Pictured people or hands with joints

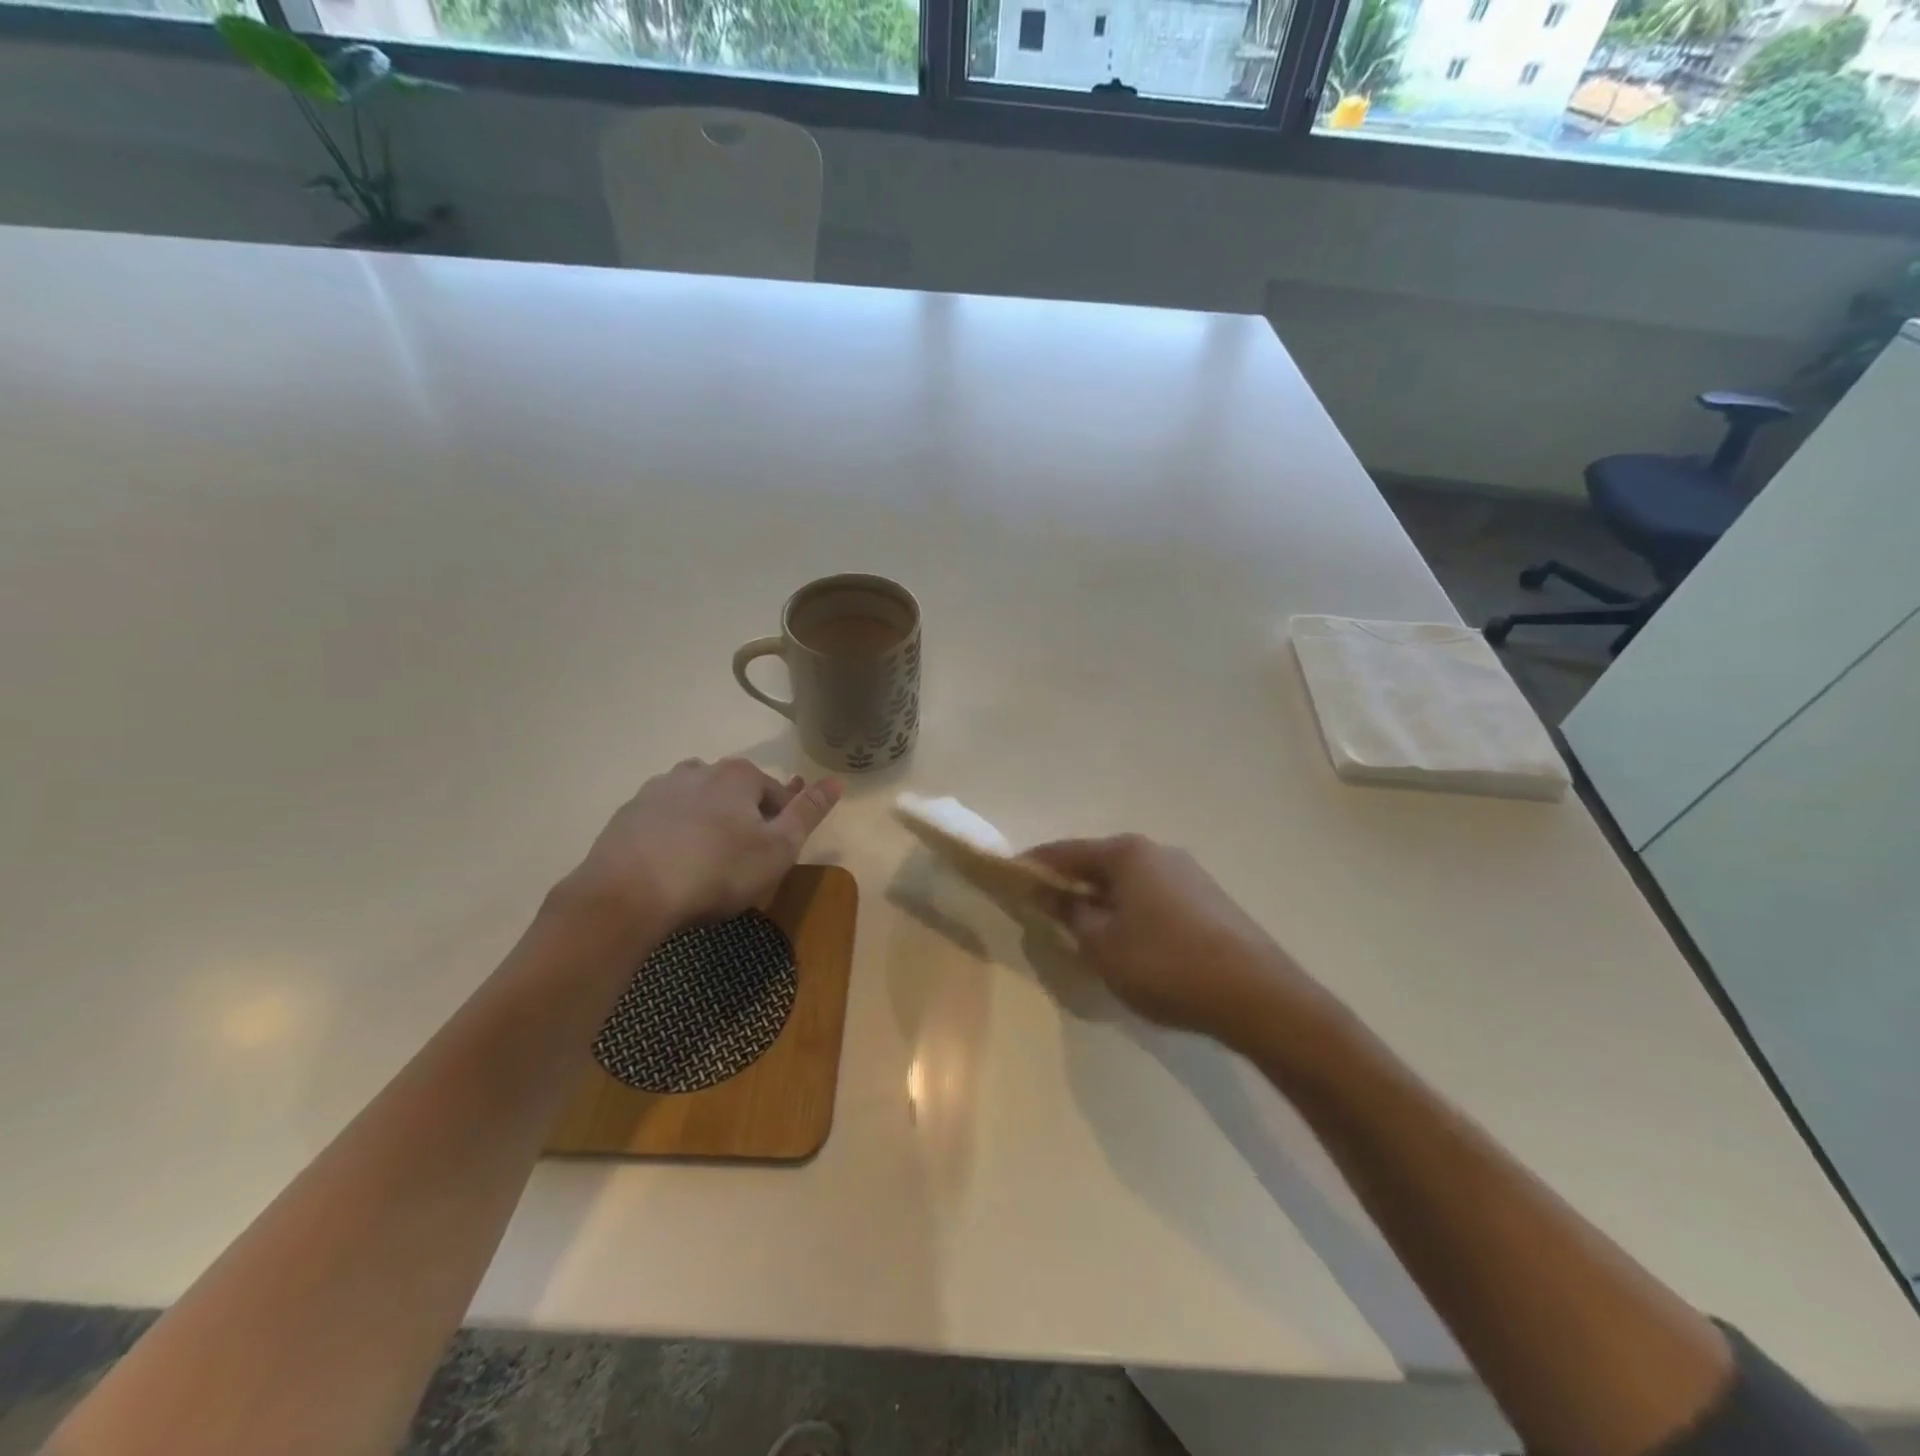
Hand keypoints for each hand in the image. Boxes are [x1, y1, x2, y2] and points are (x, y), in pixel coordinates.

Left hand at [566, 758, 841, 931]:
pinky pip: (663, 822)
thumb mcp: (779, 848)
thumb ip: (809, 812)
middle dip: (744, 821)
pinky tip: (672, 868)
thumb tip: (837, 780)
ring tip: (707, 866)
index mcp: (738, 775)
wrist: (628, 896)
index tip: (777, 857)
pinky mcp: (627, 816)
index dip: (783, 825)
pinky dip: (674, 838)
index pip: (776, 793)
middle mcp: (697, 771)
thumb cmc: (717, 871)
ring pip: (697, 804)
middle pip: (735, 794)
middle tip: (744, 863)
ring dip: (708, 826)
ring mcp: (657, 791)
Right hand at [1026, 834, 1335, 1048]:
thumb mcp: (1102, 944)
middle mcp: (1158, 852)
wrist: (1258, 996)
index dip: (1035, 866)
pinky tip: (1130, 942)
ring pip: (1129, 882)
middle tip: (1045, 911)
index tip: (1010, 879)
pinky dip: (1131, 912)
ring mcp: (1188, 874)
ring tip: (1085, 931)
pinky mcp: (1209, 900)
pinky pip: (1154, 898)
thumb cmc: (1165, 965)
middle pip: (1099, 863)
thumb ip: (1069, 912)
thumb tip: (1047, 892)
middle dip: (1070, 884)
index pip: (1066, 851)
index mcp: (1127, 854)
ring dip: (1102, 901)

**Task instructions**
Which of the lines above hold the word "index"? Copy each one.

**Completed task**
index mcp: (738, 775)
index tip: (777, 857)
index dip: (783, 825)
index pip: (776, 793)
index dip: (1035, 866)
index tip: (1010, 879)
index pip: (1066, 851)
index mcp: (1127, 854)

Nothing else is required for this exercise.